Re: SolrCloud distributed indexing (Re: anyone use hadoop+solr?)

2010-09-09 Thread Yonik Seeley
On Thu, Sep 9, 2010 at 11:51 AM, Grant Ingersoll  wrote:
> On Sep 6, 2010, at 10:41 AM, Yonik Seeley wrote:
>> For SolrCloud, I don't think we'll end up using consistent hashing -
>> we don't need it (although some of the concepts may still be useful).
>
> Can you elaborate on why we don't need it?

I guess because I can't think of a reason why we would need it - hence
it seems we don't?

Random node placement and virtual nodes would seem to be a
disadvantage for us since we aren't just a key-value store and care
about more than one key at a time.  Larger partitions in conjunction
with user-based/directed partitioning will allow doing things like
querying a specific user's email box (for example) by hitting a single
(or very few) nodes in the complete cluster.

-Yonik
http://lucenerevolution.org  Lucene/Solr Conference, Boston Oct 7-8


Re: SolrCloud distributed indexing (Re: anyone use hadoop+solr?)

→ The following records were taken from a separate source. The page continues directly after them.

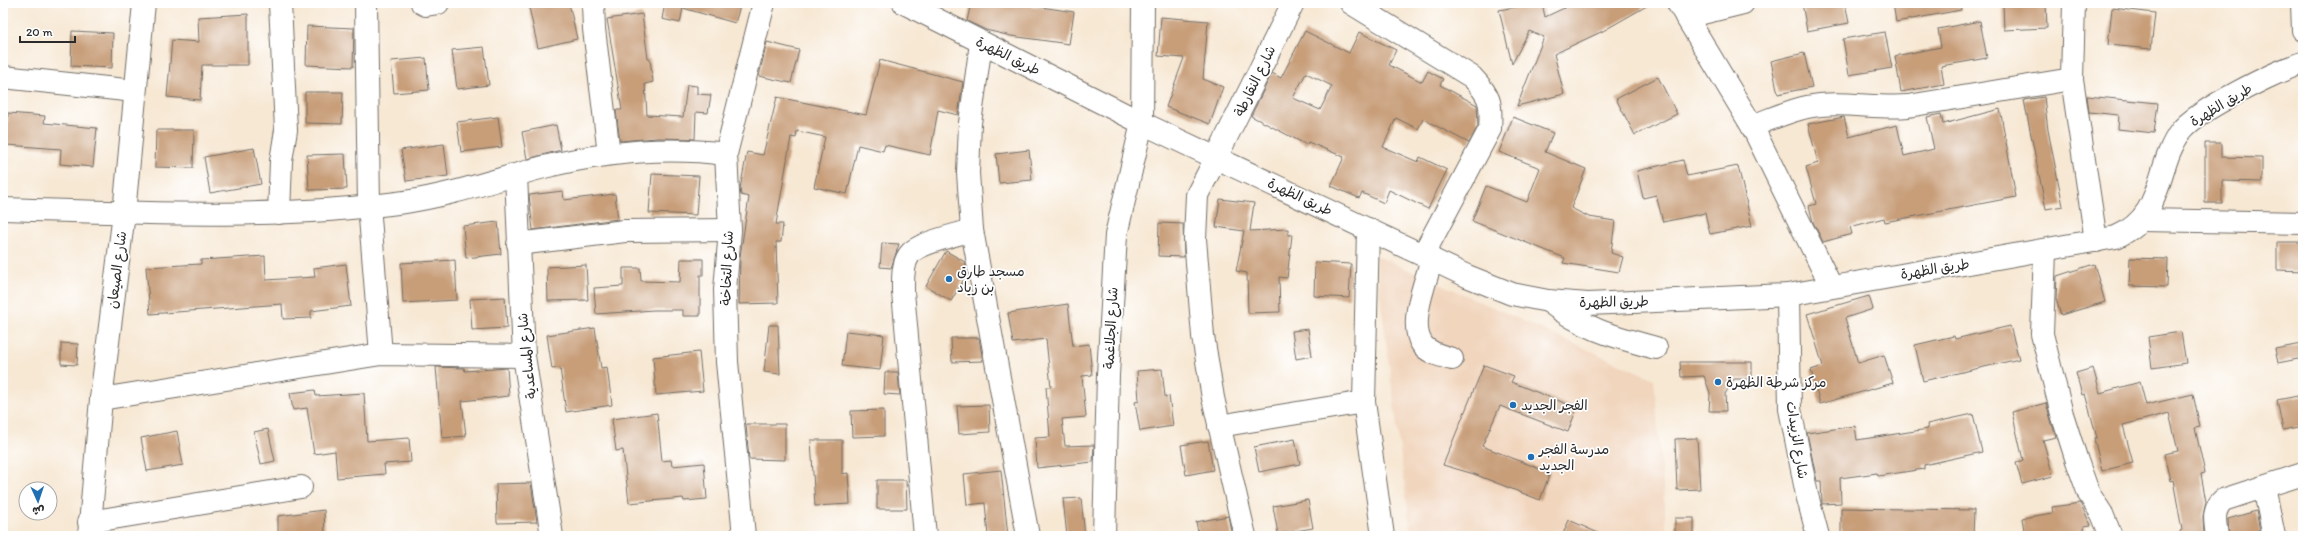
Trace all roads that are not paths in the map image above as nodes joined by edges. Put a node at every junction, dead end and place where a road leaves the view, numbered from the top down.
1 (144, 3) edge
2 (280, 3) edge
3 (366, 3) edge
4 (422, 3) edge
5 (438, 3) edge
6 (593, 3) edge
7 (764, 3) edge
8 (1144, 3) edge
9 (1293, 3) edge
10 (1351, 3) edge
11 (1743, 3) edge
12 (2074, 3) edge
13 (2302, 3) edge
14 (908, 4) edge
15 (1682, 10) edge
16 (2303, 30) edge
17 (981, 43) junction
18 (2303, 63) edge
19 (3, 77) edge
20 (2072, 79) junction
21 (135, 91) junction
22 (1142, 122) junction
23 (1752, 126) junction
24 (609, 154) junction
25 (726, 154) junction
26 (1216, 158) junction
27 (516, 175) junction
28 (369, 206) junction
29 (3, 209) edge
30 (124, 213) junction
31 (279, 213) junction
32 (2142, 220) junction
33 (2303, 223) edge
34 (1368, 229) junction
35 (730, 230) junction
36 (972, 230) junction
37 (2096, 241) junction
38 (518, 244) junction
39 (2045, 250) junction
40 (1427, 257) junction
41 (1830, 286) junction
42 (1788, 295) junction
43 (1548, 301) junction
44 (1656, 348) dead end
45 (381, 354) junction
46 (524, 356) junction
47 (1452, 359) dead end
48 (101, 399) junction
49 (1364, 402) junction
50 (1219, 426) junction
51 (2303, 474) edge
52 (301, 487) dead end
53 (2264, 487) junction
54 (89, 529) edge
55 (552, 536) edge
56 (744, 536) edge
57 (925, 536) edge
58 (1028, 536) edge
59 (1104, 536) edge
60 (1245, 536) edge
61 (1383, 536) edge
62 (1818, 536) edge
63 (2111, 536) edge
64 (2217, 536) edge
65 (2274, 536) edge

1 - 21 street, شارع الصيعان
2 - 31 street
3 - 28 street
4 - 5 street
6 - 24 street
7 - 25 street, شارع التخاخة
8 - 22 street, شارع الجلاغمة
9 - 26 street, شارع النقارطة
10 - 40 street
11 - 15 street
12 - 20 street
13 - 16 street
14 - 17 street, طريق الظهرة
15 - 23 street
17 - 22 street, طريق الظهرة
17 - 36 street
18 - 32 street, طريق الظهرة
19 - 21 street
20 - 23 street
20 - 37 street
21 - 30 street, شارع الصيعان
22 - 26 street, طريق الظهرة
22 - 59 street, شارع الجلاغمة
23 - 41 street
24 - 25 street
24 - 27 street
25 - 35 street, شارع التخاخة
26 - 34 street, طريق الظهرة
26 - 50 street, شارع النقارطة
27 - 28 street
27 - 38 street, شارع المساعدية
28 - 31 street
28 - 45 street
29 - 30 street
30 - 31 street
30 - 48 street, شارع الصيعان
32 - 33 street
32 - 37 street, طريق الظهرة
34 - 40 street, طريق الظهرة
34 - 49 street
35 - 38 street
35 - 56 street, شارع التخاخة
36 - 57 street
36 - 58 street
37 - 39 street, طريق الظهرة
38 - 46 street, شارع المساعدية
39 - 41 street, طريق الظهرة
39 - 63 street
40 - 43 street, طريق الظهرة
40 - 47 street
41 - 42 street, طريق الظهرة
42 - 43 street, طريق الظهرة
42 - 62 street, شارع الزبيدات
43 - 44 street
45 - 46 street
45 - 48 street
46 - 55 street, شارع المساعدية
48 - 54 street, شارع الصيعان
49 - 50 street
49 - 61 street
50 - 60 street, شارع النقارطة
51 - 53 street
52 - 54 street
53 - 64 street
53 - 65 street

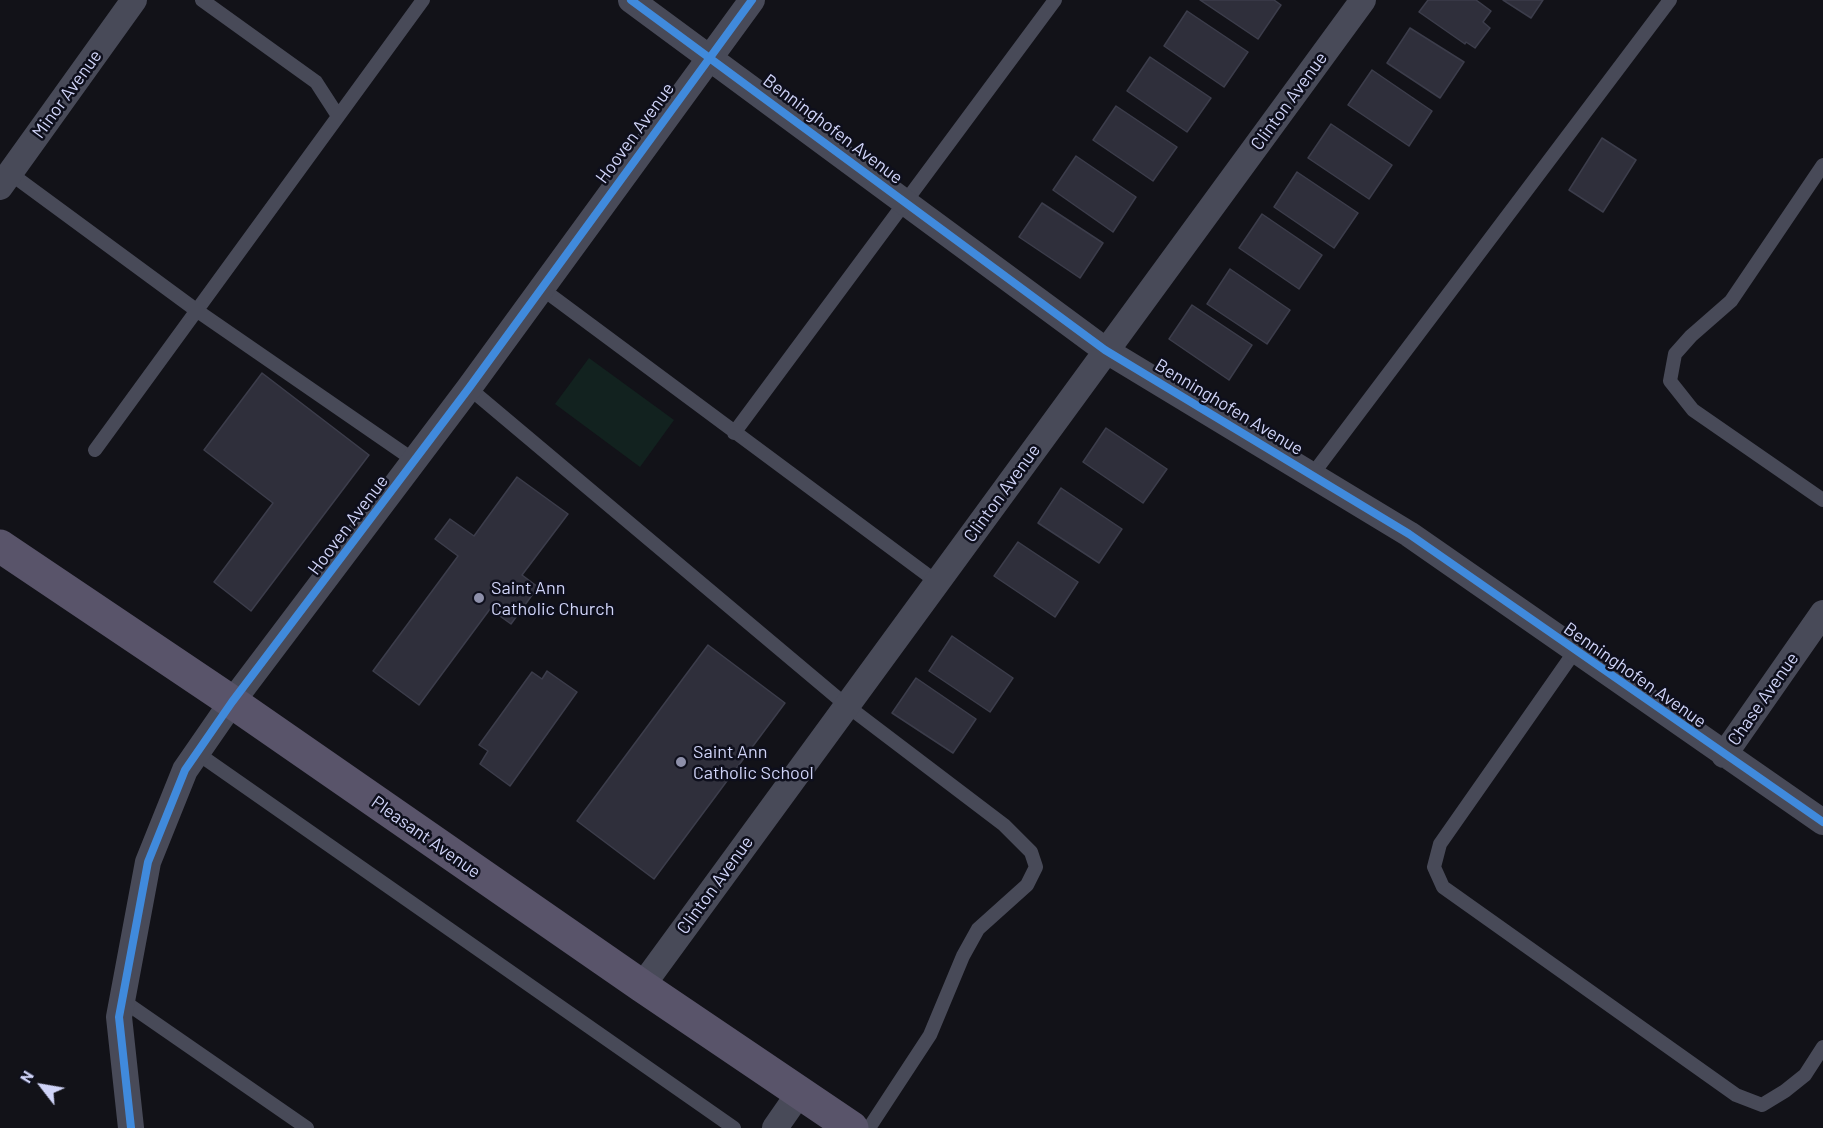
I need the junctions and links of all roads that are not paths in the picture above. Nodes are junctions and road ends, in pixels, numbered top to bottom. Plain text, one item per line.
1 (134, 0) edge
2 (202, 0) edge
3 (423, 0) edge
4 (631, 0) edge
5 (752, 0) edge
6 (1055, 0) edge
7 (1363, 0) edge
8 (1670, 0) edge
9 (710, 57) junction
10 (338, 117) junction
11 (1823, 165) edge
12 (3, 176) edge
13 (905, 201) junction
14 (541, 288) junction
15 (196, 310) junction
16 (1106, 350) junction
17 (470, 388) junction
18 (734, 433) junction
19 (95, 450) dead end
20 (415, 461) junction
21 (1312, 475) junction
22 (1823, 500) edge
23 (0, 546) edge
24 (937, 582) junction
25 (1823, 613) edge
26 (1575, 651) junction
27 (232, 702) junction
28 (846, 705) junction
29 (197, 753) junction
30 (1724, 755) junction
31 (1823, 822) edge
32 (642, 986) junction
33 (122, 1000) junction
34 (1823, 1047) edge
35 (800, 1092) junction
36 (131, 1128) edge
37 (307, 1128) edge
38 (734, 1128) edge
39 (775, 1128) edge
40 (852, 1128) edge
41 (869, 1128) edge

1 - 12 street, Minor Avenue
2 - 10 lane
3 - 10 lane
4 - 9 street, Benninghofen Avenue
5 - 9 street, Hooven Avenue
6 - 13 lane
7 - 16 street, Clinton Avenue
8 - 21 lane
9 - 13 street, Benninghofen Avenue
9 - 14 street, Hooven Avenue
10 - 15 lane
11 - 22 lane
12 - 15 lane
13 - 16 street, Benninghofen Avenue
13 - 18 lane
14 - 17 street, Hooven Avenue
14 - 18 lane
15 - 19 lane
15 - 20 lane
16 - 21 street, Benninghofen Avenue
16 - 24 street, Clinton Avenue
17 - 20 street, Hooven Avenue
17 - 28 lane
18 - 24 lane
20 - 27 street, Hooven Avenue
21 - 26 street, Benninghofen Avenue
23 - 27 main road, Pleasant Avenue
24 - 28 street, Clinton Avenue
25 - 30 street, Chase Avenue
26 - 30 street, Benninghofen Avenue
26 - 34 lane
27 - 29 street, Hooven Avenue
27 - 32 main road, Pleasant Avenue
28 - 32 street, Clinton Avenue
28 - 41 lane
29 - 33 street, Hooven Avenue
29 - 38 lane
30 - 31 street, Benninghofen Avenue
32 - 35 main road, Pleasant Avenue
33 - 36 street, Hooven Avenue
33 - 37 lane
35 - 39 street
35 - 40 main road, Pleasant Avenue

2010-09-09 Thread Grant Ingersoll

On Sep 6, 2010, at 10:41 AM, Yonik Seeley wrote:

> 
> For SolrCloud, I don't think we'll end up using consistent hashing -
> we don't need it (although some of the concepts may still be useful).

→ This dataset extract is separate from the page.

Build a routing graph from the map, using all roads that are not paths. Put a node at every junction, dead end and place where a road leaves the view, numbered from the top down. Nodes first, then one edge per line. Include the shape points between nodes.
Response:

Can you elaborate on why we don't need it?


Re: SolrCloud distributed indexing (Re: anyone use hadoop+solr?)

2010-09-07 Thread MitchK

I must add something to my last post:

When saying it could be used together with techniques like consistent
hashing, I mean it could be used at indexing time for indexing documents,
since I assumed that the number of shards does not change frequently and
therefore an ODV-case becomes relatively infrequent. Furthermore the
overhead of searching for and removing those ODV-documents is relatively
low. 
-- 
View this message in context: 
http://lucene.472066.n3.nabble.com/anyone-use-hadoop-solr-tp485333p1434364.html
Sent from the Solr - User mailing list archive at Nabble.com.


Re: SolrCloud distributed indexing (Re: anyone use hadoop+solr?)

2010-09-07 Thread MitchK

What if we do not care about the version of a document at index-time?

When it comes to distributed search, we currently decide aggregating
documents based on their uniqueKey. But what would be, if we decide
additionally decide on uniqueKey plus indexingDate, so that we only
aggregate the last indexed version of a document?

The concept could look like this:
When Solr aggregated the documents for a response, it could store what shard
responsed an older version of document x. 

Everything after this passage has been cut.